Zinnmedaille umgeben von 16 bedruckten Papierstücken in Form von Blütenblättern mit Angabe der Höchstpreise für Lebens- und Futtermittel auf beigem Papier geklebt. Von oben im Uhrzeigersinn: «Höchste Preise / in Frauenfeld / im Juny 1817.; Ein Mütt Kernen (Dinkel) / 50 fl. (Gulden); Ein Viertel Roggen / 8 fl. (Gulden); Ein Mütt Erbsen / 32 fl. (Gulden); Ein Mütt Bohnen / 40 fl. (Gulden); Ein Pfund Kochgerste / 18 kr. (Kreuzer); Ein Viertel Hafer / 4 fl. (Gulden) 45 kr. (Kreuzer); Ein Pfund Brod / 27 kr. (Kreuzer); Ein Viertel Erdäpfel / 4 fl. (Gulden); Ein Pfund Rindfleisch / 15 kr. (Kreuzer); Ein Pfund Butter / 36 kr. (Kreuzer); Ein Centner Heu / 4 fl. (Gulden); Ein Pfund Reis / 24 kr. (Kreuzer); Ein Maass Wein / 1 fl. (Gulden); Ein Maass Birrenmost / 14 kr. (Kreuzer); Ein Pfund Käse / 36 kr. (Kreuzer)».
Das Jahr 1816 ging in weiten Teilen West- und Südeuropas sowie der USA als das «Jahr ohne Sommer» in die Annalen ein.
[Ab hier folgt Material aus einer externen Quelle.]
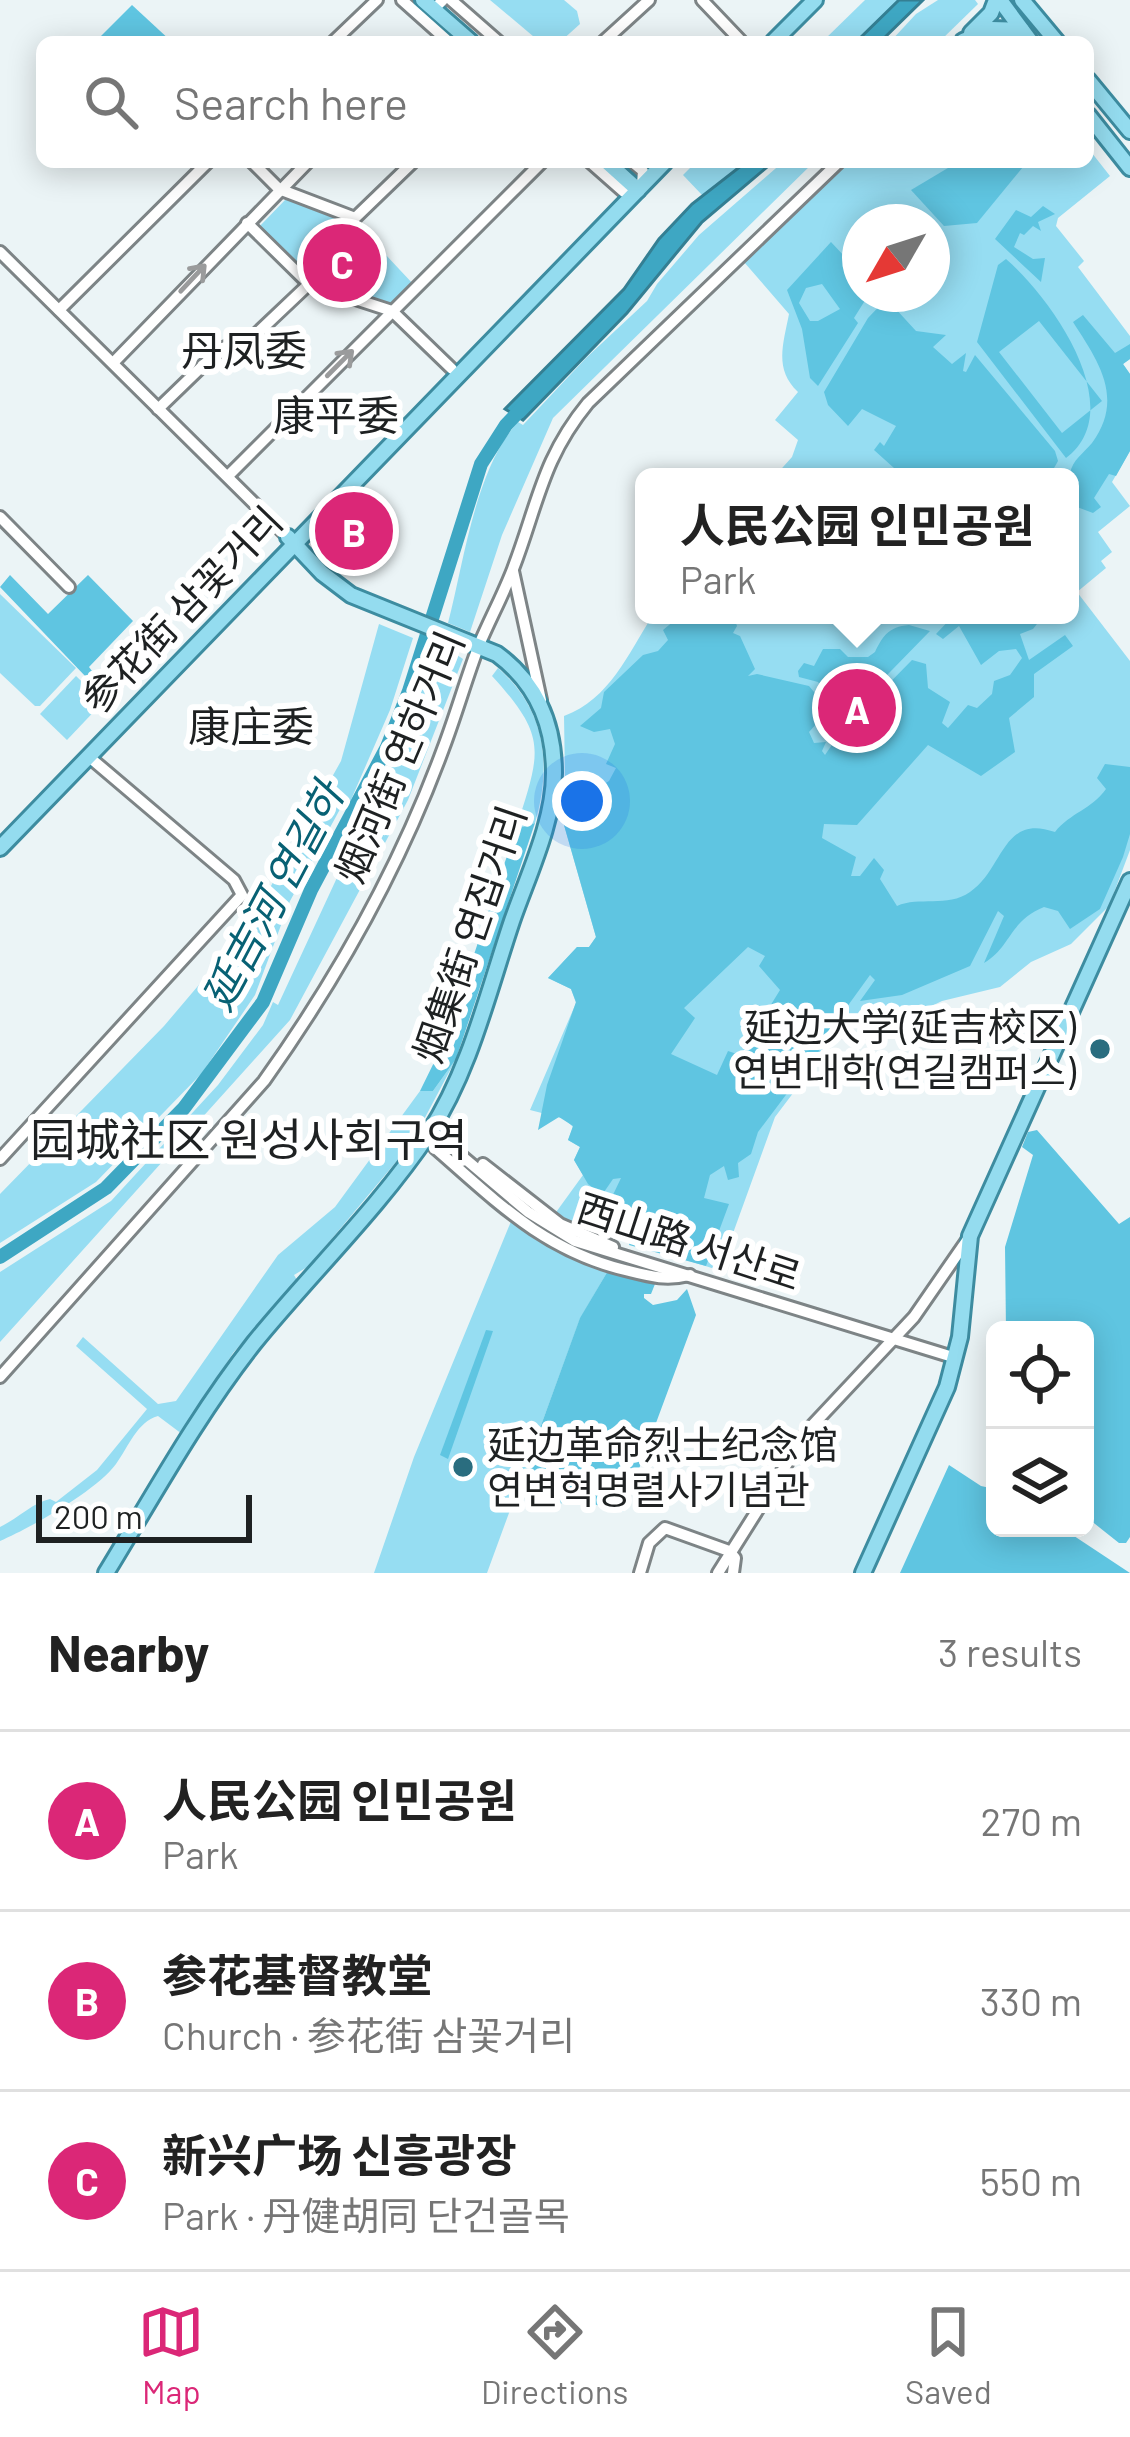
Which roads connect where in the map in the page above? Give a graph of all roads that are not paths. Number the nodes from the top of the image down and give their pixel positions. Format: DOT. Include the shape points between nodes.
graph roads {
  1 [pos="377,0"];
  2 [pos="402,0"];
  3 [pos="423,0"];
  4 [pos="649,0"];
  5 [pos="702,0"];
  6 [pos="815,0"];
  7 [pos="828,0"];
  8 [pos="998,0"];
  9 [pos="1022,0"];
  10 [pos="442,1"];
  11 [pos="339,36"];
  12 [pos="438,36"];
  13 [pos="464,36"];
  14 [pos="476,36"];
  15 [pos="491,36"];
  16 [pos="610,36"];
  17 [pos="736,36"];
  18 [pos="779,36"];
  19 [pos="792,36"];
  20 [pos="969,36"];
  21 [pos="975,36"];
  22 [pos="1026,36"];
  23 [pos="1052,36"];
  24 [pos="1094,87"];
  25 [pos="1094,123"];
  26 [pos="1130,131"];
  27 [pos="202,168"];
  28 [pos="259,168"];
  29 [pos="302,168"];
  30 [pos="407,168"];
  31 [pos="536,168"];
  32 [pos="608,168"];
  33 [pos="833,168"];
  34 [pos="1130,168"];
  35 [pos="637,178"];
  36 [pos="279,189"];
  37 [pos="247,223"];
  38 [pos="0,252"];
  39 [pos="309,284"];
  40 [pos="59,310"];
  41 [pos="392,311"];
  42 [pos="113,363"];
  43 [pos="452,369"];
  44 [pos="158,409"];
  45 [pos="228,476"];
  46 [pos="0,517"];
  47 [pos="290,540"];
  48 [pos="513,568"];
  49 [pos="69,586"];
  50 [pos="478,647"];
  51 [pos="543,710"];
  52 [pos="88,757"];
  53 [pos="0,837"];
  54 [pos="0,848"];
  55 [pos="1130,881"];
  56 [pos="431,1130"];
  57 [pos="0,1159"];
  58 [pos="970,1236"];
  59 [pos="894,1341"];
  60 [pos="956,1358"];
  61 [pos="0,1377"];
  62 [pos="729,1551"];
  63 [pos="106,1573"];
  64 [pos="640,1573"];
  65 [pos="718,1573"];
  66 [pos="733,1573"];
  67 [pos="863,1573"];
  1 -- 11 [label="street"];
  2 -- 12 [label="street"];
  3 -- 13 [label="main road"];
  4 -- 16 [label="street"];
  5 -- 17 [label="street"];
  6 -- 18 [label="main road"];
  7 -- 19 [label="main road"];
  8 -- 20 [label="main road"];
  8 -- 22 [label="main road"];
  9 -- 23 [label="main road"];
  10 -- 14 [label="main road"];
  10 -- 15 [label="street"];
  21 -- 22 [label="main road" via="992,28"];
  24 -- 26 [label="main road"];
  25 -- 34 [label="main road"];
  27 -- 40 [label="street"];
  28 -- 36 [label="street"];
  29 -- 36 [label="street"];
  30 -- 36 [label="street" via="355,218"];
  31 -- 41 [label="street"];
  32 -- 35 [label="street"];
  33 -- 48 [label="street, 烟河街 연하거리" via="574,419 543,473"];
  35 -- 43 [label="main road, 参花街 삼꽃거리"];
  35 -- 47 [label="main road, 参花街 삼꽃거리"];
  36 -- 37 [label="street"];
  37 -- 39 [label="street"];
  42 -- 37 [label="street, one-way"];
  38 -- 40 [label="street"];
  39 -- 41 [label="street"];
  39 -- 44 [label="street"];
  40 -- 42 [label="street"];
  41 -- 43 [label="street"];
  45 -- 41 [label="street, one-way"];
  42 -- 44 [label="street"];
  43 -- 47 [label="main road, 参花街 삼꽃거리"];
  44 -- 45 [label="street"];
  45 -- 47 [label="street"];
  46 -- 49 [label="street"];
  47 -- 50 [label="main road" via="329,579 382,610"];
  47 -- 52 [label="main road, 参花街 삼꽃거리"];
  47 -- 53 [label="main road, 参花街 삼꽃거리"];
  48 -- 50 [label="street, 烟河街 연하거리"];
  48 -- 51 [label="street, 烟集街 연집거리"];
  50 -- 51 [label="main road" via="516,670"];
  50 -- 61 [label="street, 烟河街 연하거리" via="414,817 301,1029"];
  51 -- 56 [label="main road, 烟集街 연집거리" via="554,771 550,806 470,1046"];
  52 -- 54 [label="main road, 参花街 삼꽃거리"];
  52 -- 57 [label="street" via="242,895"];
  55 -- 58 [label="main road"];
  56 -- 59 [label="street, 西山路 서산로" via="558,1232 593,1248"];
  56 -- 63 [label="main road, 烟集街 연집거리" via="251,1348"];
  58 -- 59 [label="street"];
  58 -- 60 [label="main road"];
  59 -- 60 [label="street, 西山路 서산로"];
  59 -- 62 [label="street" via="808,1430"];
  60 -- 67 [label="main road"];
  62 -- 64 [label="street" via="665,1528 649,1543"];
  62 -- 65 [label="street"];
  62 -- 66 [label="street"];
}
Grund dafür waren die riesigen Mengen aus Asche- und Russpartikel, welche ein Jahr zuvor, im April 1815, beim Ausbruch eines Vulkans auf der Insel Tambora in Indonesien in die Atmosphäre gelangten und die Sonneneinstrahlung über längere Zeit reduzierten. Es war die grösste Eruption der Menschheitsgeschichte. Das Klima in Europa und auf dem nordamerikanischen Kontinent wurde davon massiv beeinflusst. Viel Regen, Kälte und Schnee waren die Folgen, was zu Missernten und einer damit einhergehenden Lebensmittelteuerung führte, weshalb die Preise um das Drei- bis Vierfache stiegen, verglichen mit jenen von 1815. Die Klimakatastrophe brach über eine Bevölkerung herein, die bereits ökonomisch geschwächt war, weil die napoleonische Handelssperre die Textilproduktion schwächte, da die dazu benötigte Baumwolle nicht mehr eingeführt werden konnte, weshalb den Fabrik- und Heimarbeitern die Arbeit ausging. 1814 schliesslich, als die Blockade aufgehoben wurde, waren die Erzeugnisse der heimischen Textilindustrie den günstigeren maschinell hergestellten englischen Produkten unterlegen. In der Schweiz war die Notlage vor allem im Osten verheerend, im Thurgau litten die Menschen besonders in der hügeligen Gegend um Fischingen an Hunger. Der Mangel trieb die Leidenden dazu, Kleie, Spelzen, weitere Müllereiabfälle, Kräuter und Grass zu essen. Es kam zu Plünderungen von Beinhäusern, um die Gallerte aus den Knochen der in den Burgunderkriegen (15. Jh.) Verstorbenen auszukochen.
Der Kanton Thurgau bot zögerlich Hilfe in Form von Suppenküchen und Kartoffellieferungen. Zar Alexander I. spendete 1817 dem Thurgau 4000 Rubel (ca. 12 000 zeitgenössische Schweizer Franken).
Erst der Ausbau des Schienennetzes für die Eisenbahn in der 2. Hälfte des 19. Jhs. ermöglichte es, klimabedingte Hungersnöte in Westeuropa zu minimieren, da es möglich wurde, grosse Mengen an Getreide aus weit entfernten Gebieten (Südrussland/Ungarn) innerhalb nützlicher Frist und zu günstigen Preisen in die von regionalen Missernten betroffenen Gebiete Westeuropas jederzeit einzuführen. Zusätzlich führte der zunehmende Einsatz des zu Beginn des 20. Jhs. entwickelten Kunstdüngers zu höheren Ernteerträgen.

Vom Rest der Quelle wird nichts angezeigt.